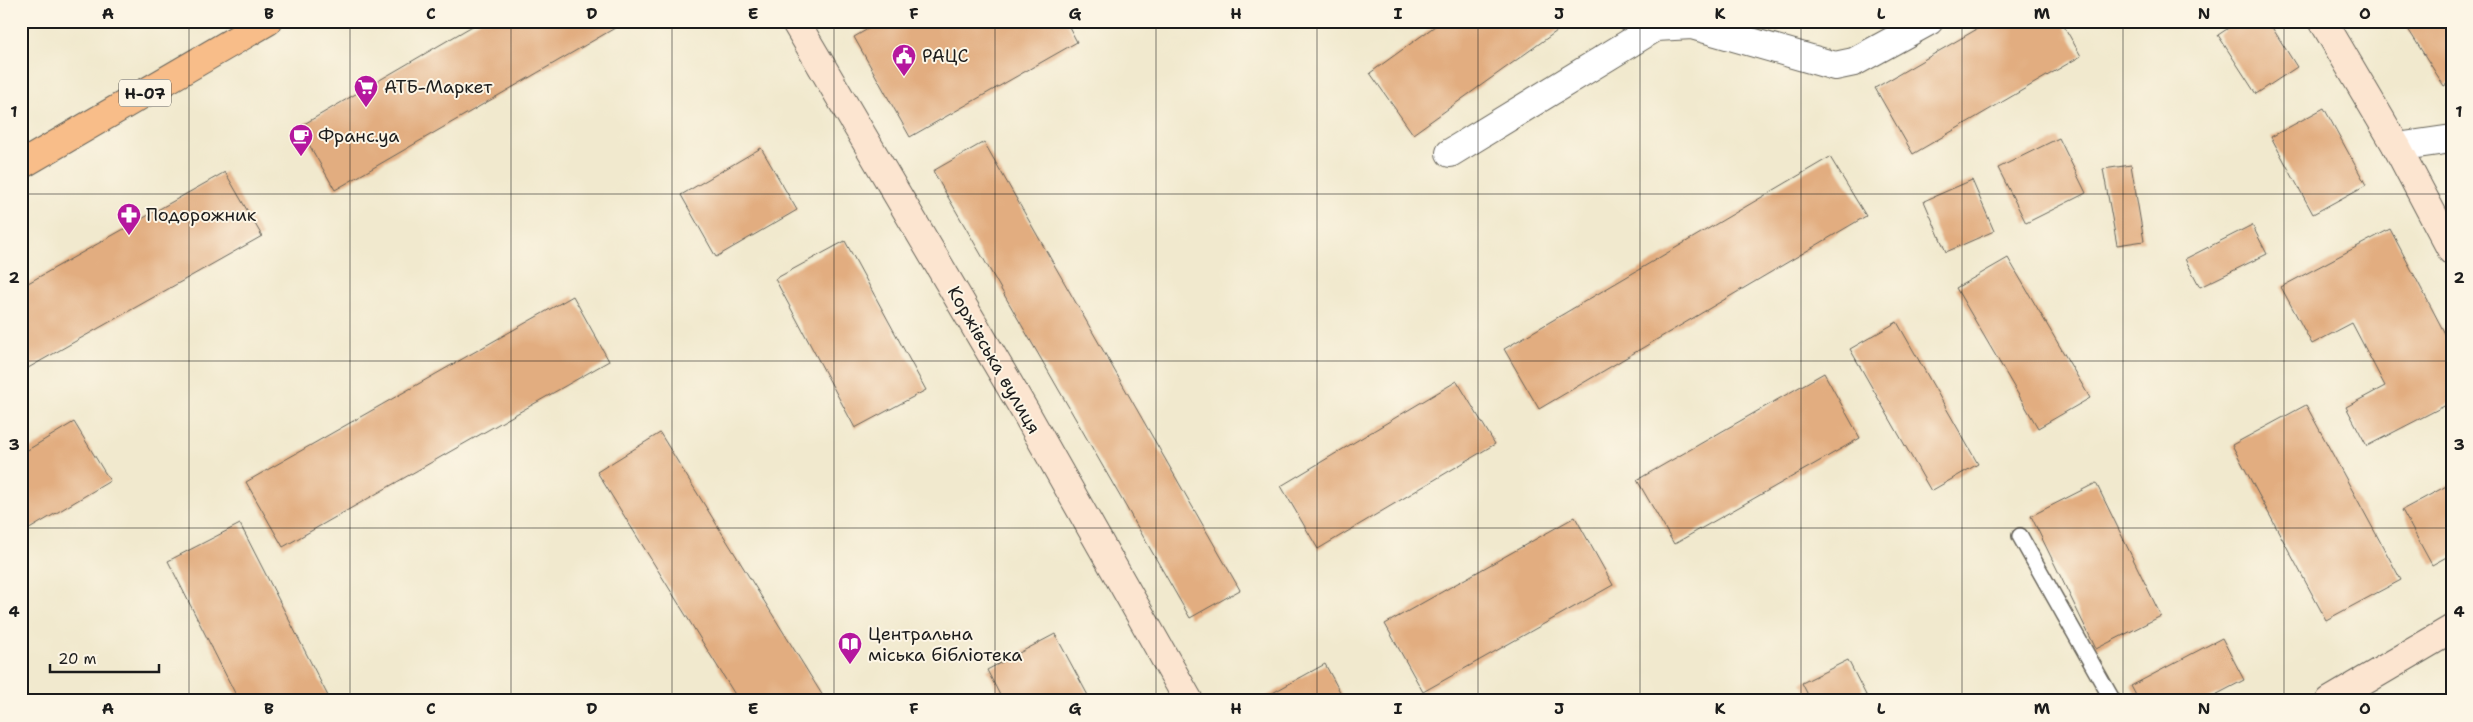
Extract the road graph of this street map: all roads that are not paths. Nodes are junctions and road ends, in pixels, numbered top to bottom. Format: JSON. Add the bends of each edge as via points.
{"nodes":[{"id":1,"x":268,"y":21,"type":"edge"},
{"id":2,"x":795,"y":21,"type":"edge"},
{"id":3,"x":1929,"y":21,"type":"edge"},
{"id":4,"x":2323,"y":21,"type":"edge"},
{"id":5,"x":2452,"y":139,"type":"edge"},
{"id":6,"x":2397,"y":147,"type":"junction"},
{"id":7,"x":1450,"y":153,"type":"dead end"},
{"id":8,"x":21,"y":164,"type":"edge"},
{"id":9,"x":2452,"y":251,"type":"edge"},
{"id":10,"x":2020,"y":536,"type":"dead end"},
{"id":11,"x":2452,"y":629,"type":"edge"},
{"id":12,"x":1189,"y":701,"type":"edge"},
{"id":13,"x":2113,"y":701,"type":"edge"},
{"id":14,"x":2330,"y":701,"type":"edge"}],
"edges":[{"from":1,"to":8,"type":"main road","number":"Н-07"},
{"from":2,"to":12,"type":"street","name":"Коржівська вулиця","via":[[1026,413]]},
{"from":3,"to":7,"type":"street","via":[[1854,62],[1835,66],[1692,25],[1656,27]]},
{"from":4,"to":6,"type":"street"},
{"from":5,"to":6,"type":"street"},
{"from":6,"to":9,"type":"street"},
{"from":10,"to":13,"type":"lane"},
{"from":11,"to":14,"type":"street"}]}
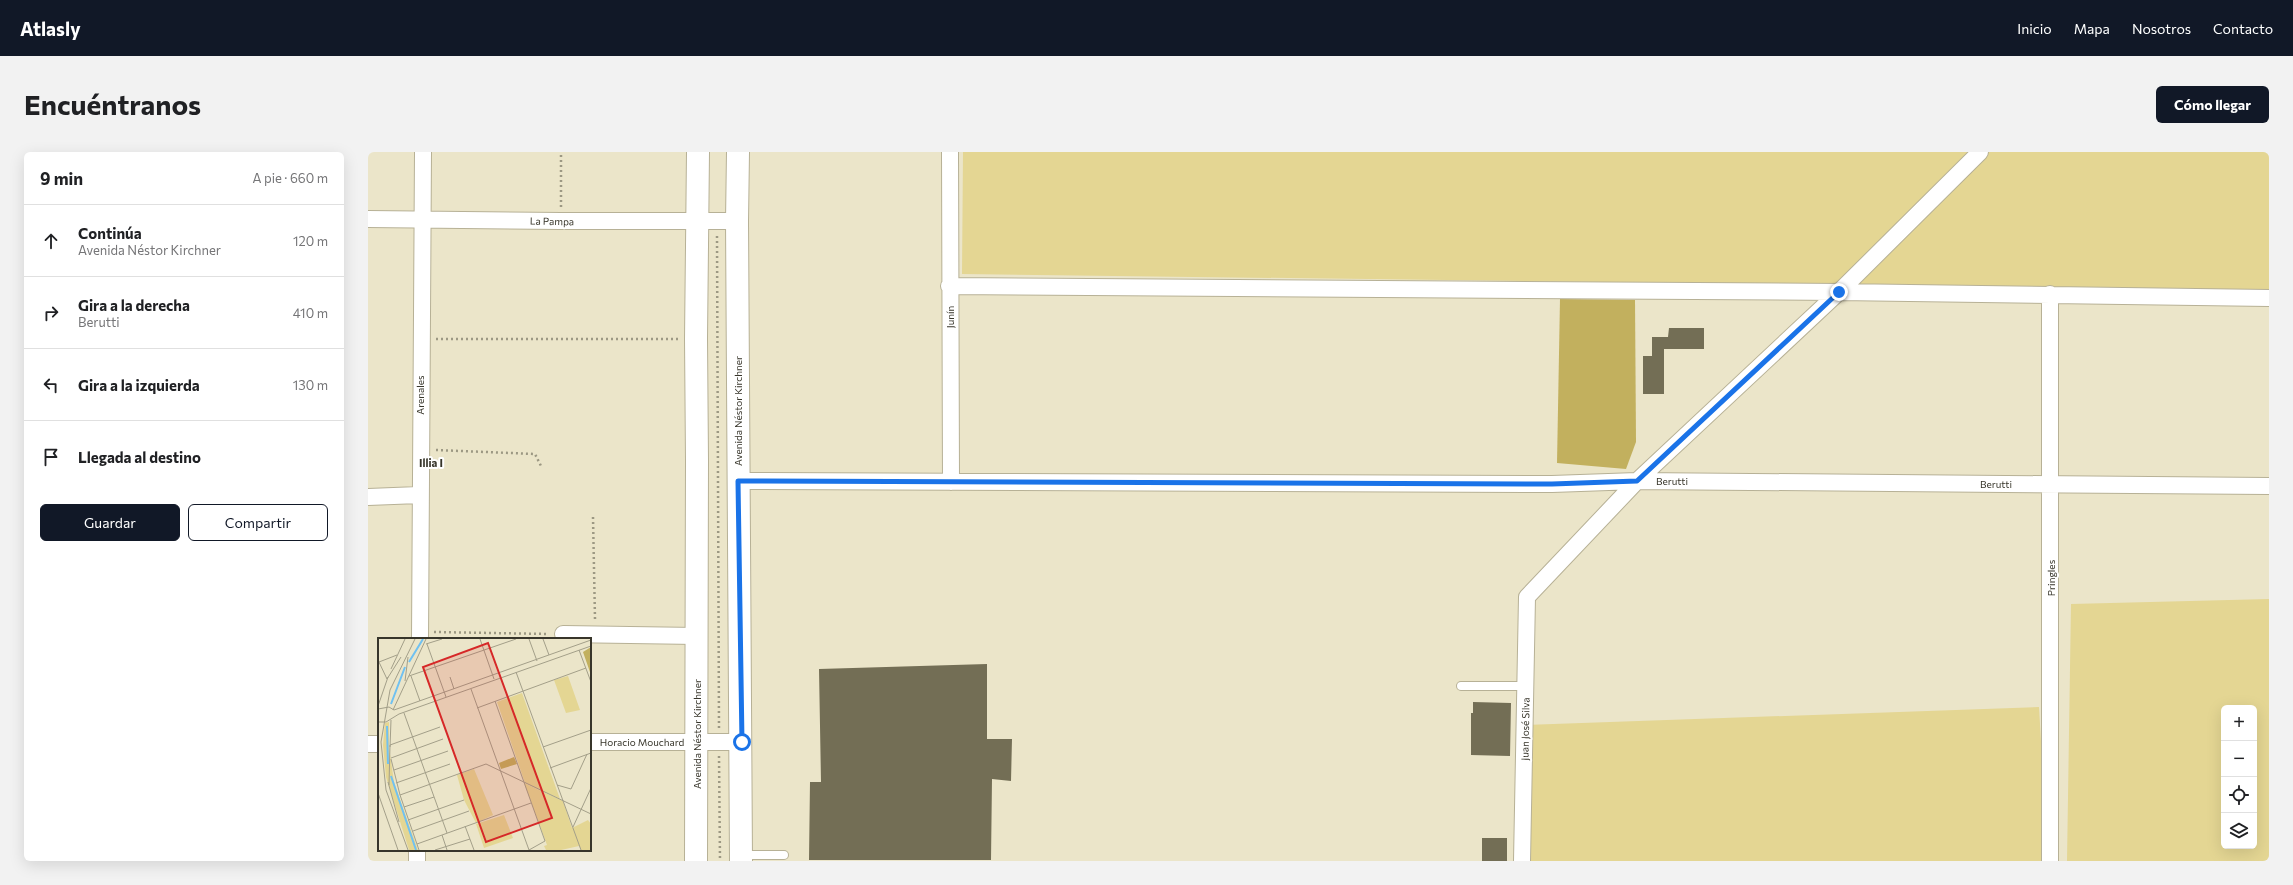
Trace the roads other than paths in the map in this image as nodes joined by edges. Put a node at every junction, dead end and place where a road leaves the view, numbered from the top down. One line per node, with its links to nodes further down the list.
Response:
1 (423, 152): 7 (street, Arenales)
2 (698, 152): 8 (main road, Avenida Néstor Kirchner)
3 (738, 152): 8 (main road, Avenida Néstor Kirchner)
4 (950, 152): 9 (street, Junín)
5 (1980, 152): 10 (street)
6 (368, 219): 7 (street, La Pampa)
7 (422, 219): 8 (street, La Pampa); 18 (street, Arenales)
8 (717, 221): 13 (main road, Avenida Néstor Kirchner); 22 (main road, Avenida Néstor Kirchner)
9 (949, 286): 10 (street); 15 (street, Junín)
10 (1839, 292): 11 (street); 14 (street)
11 (2050, 294): 12 (street); 16 (street, Pringles)
12 (2269, 298)
13 (738, 481): 15 (street, Berutti); 27 (main road, Avenida Néstor Kirchner)
14 (1637, 481): 15 (street, Berutti); 16 (street, Berutti); 24 (street, Juan José Silva)
15 (951, 482)
16 (2052, 484): 17 (street, Berutti); 32 (street, Pringles)
17 (2269, 486)
18 (420, 495): 19 (street); 21 (street, Arenales)
19 (368, 497)
20 (563, 634): 22 (street)
21 (420, 635)
22 (697, 636): 26 (main road, Avenida Néstor Kirchner)
23 (1461, 686): 24 (lane)
24 (1526, 686): 31 (street, Juan José Silva)
25 (591, 742): 26 (street, Horacio Mouchard)
26 (697, 742): 27 (street, Horacio Mouchard); 30 (main road, Avenida Néstor Kirchner)
27 (742, 742): 29 (main road, Avenida Néstor Kirchner)
28 (784, 855): 29 (lane)
29 (741, 858)
30 (696, 861)
31 (1522, 861)
32 (2050, 861)

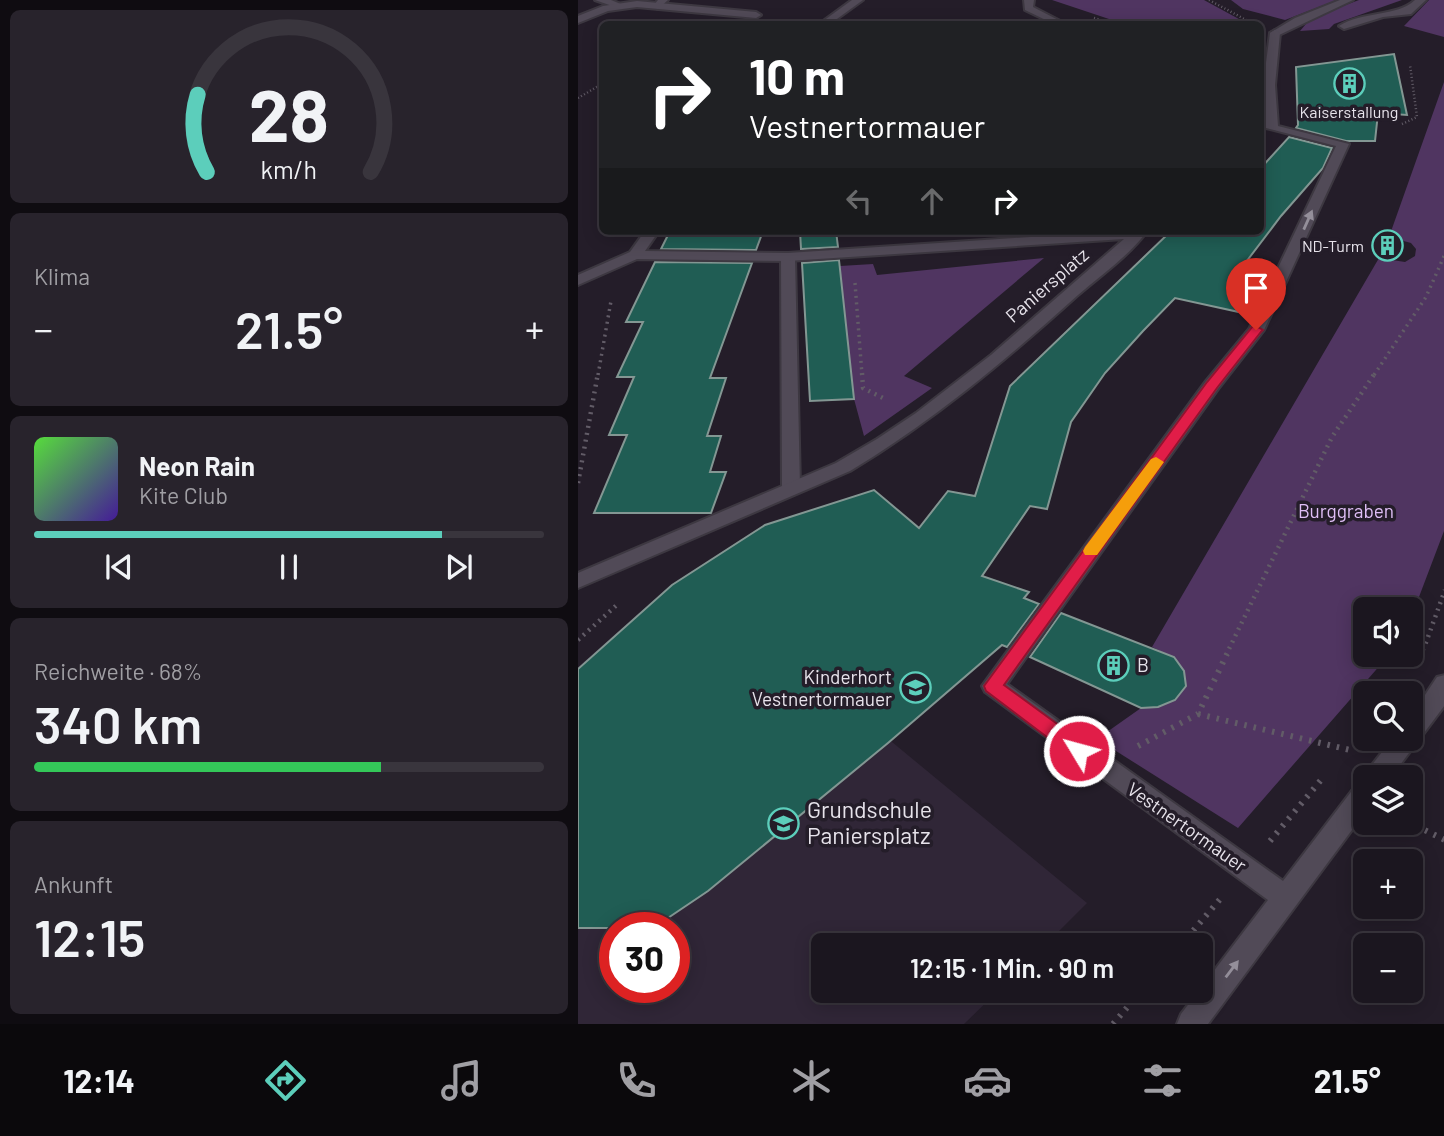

----------

■ Assignment: Reproduce exactly the part of the records above that begins at the line holding "Trace the roads" and ends at the final line, both included, leaving out the pictures.

■ Answer area:
Trace the roads other than paths in the map in this image as nodes joined by edges. Put a node at every junction, dead end and place where a road leaves the view, numbered from the top down. One line per node, with its links to nodes further down the list.
Response:
1 (423, 152): 7 (street, Arenales)
2 (698, 152): 8 (main road, Avenida Néstor Kirchner)
3 (738, 152): 8 (main road, Avenida Néstor Kirchner)
4 (950, 152): 9 (street, Junín)
5 (1980, 152): 10 (street)
6 (368, 219): 7 (street, La Pampa)
7 (422, 219): 8 (street, La Pampa); 18 (street, Arenales)
8 (717, 221): 13 (main road, Avenida Néstor Kirchner); 22 (main road, Avenida Néstor Kirchner)
9 (949, 286): 10 (street); 15 (street, Junín)
10 (1839, 292): 11 (street); 14 (street)
11 (2050, 294): 12 (street); 16 (street, Pringles)
12 (2269, 298)
13 (738, 481): 15 (street, Berutti); 27 (main road, Avenida Néstor Kirchner)
14 (1637, 481): 15 (street, Berutti); 16 (street, Berutti); 24 (street, Juan José Silva)
15 (951, 482)
16 (2052, 484): 17 (street, Berutti); 32 (street, Pringles)
17 (2269, 486)
18 (420, 495): 19 (street); 21 (street, Arenales)
19 (368, 497)
20 (563, 634): 22 (street)
21 (420, 635)
22 (697, 636): 26 (main road, Avenida Néstor Kirchner)
23 (1461, 686): 24 (lane)
24 (1526, 686): 31 (street, Juan José Silva)
25 (591, 742): 26 (street, Horacio Mouchard)
26 (697, 742): 27 (street, Horacio Mouchard); 30 (main road, Avenida Néstor Kirchner)
27 (742, 742): 29 (main road, Avenida Néstor Kirchner)
28 (784, 855): 29 (lane)
29 (741, 858)
30 (696, 861)
31 (1522, 861)
32 (2050, 861)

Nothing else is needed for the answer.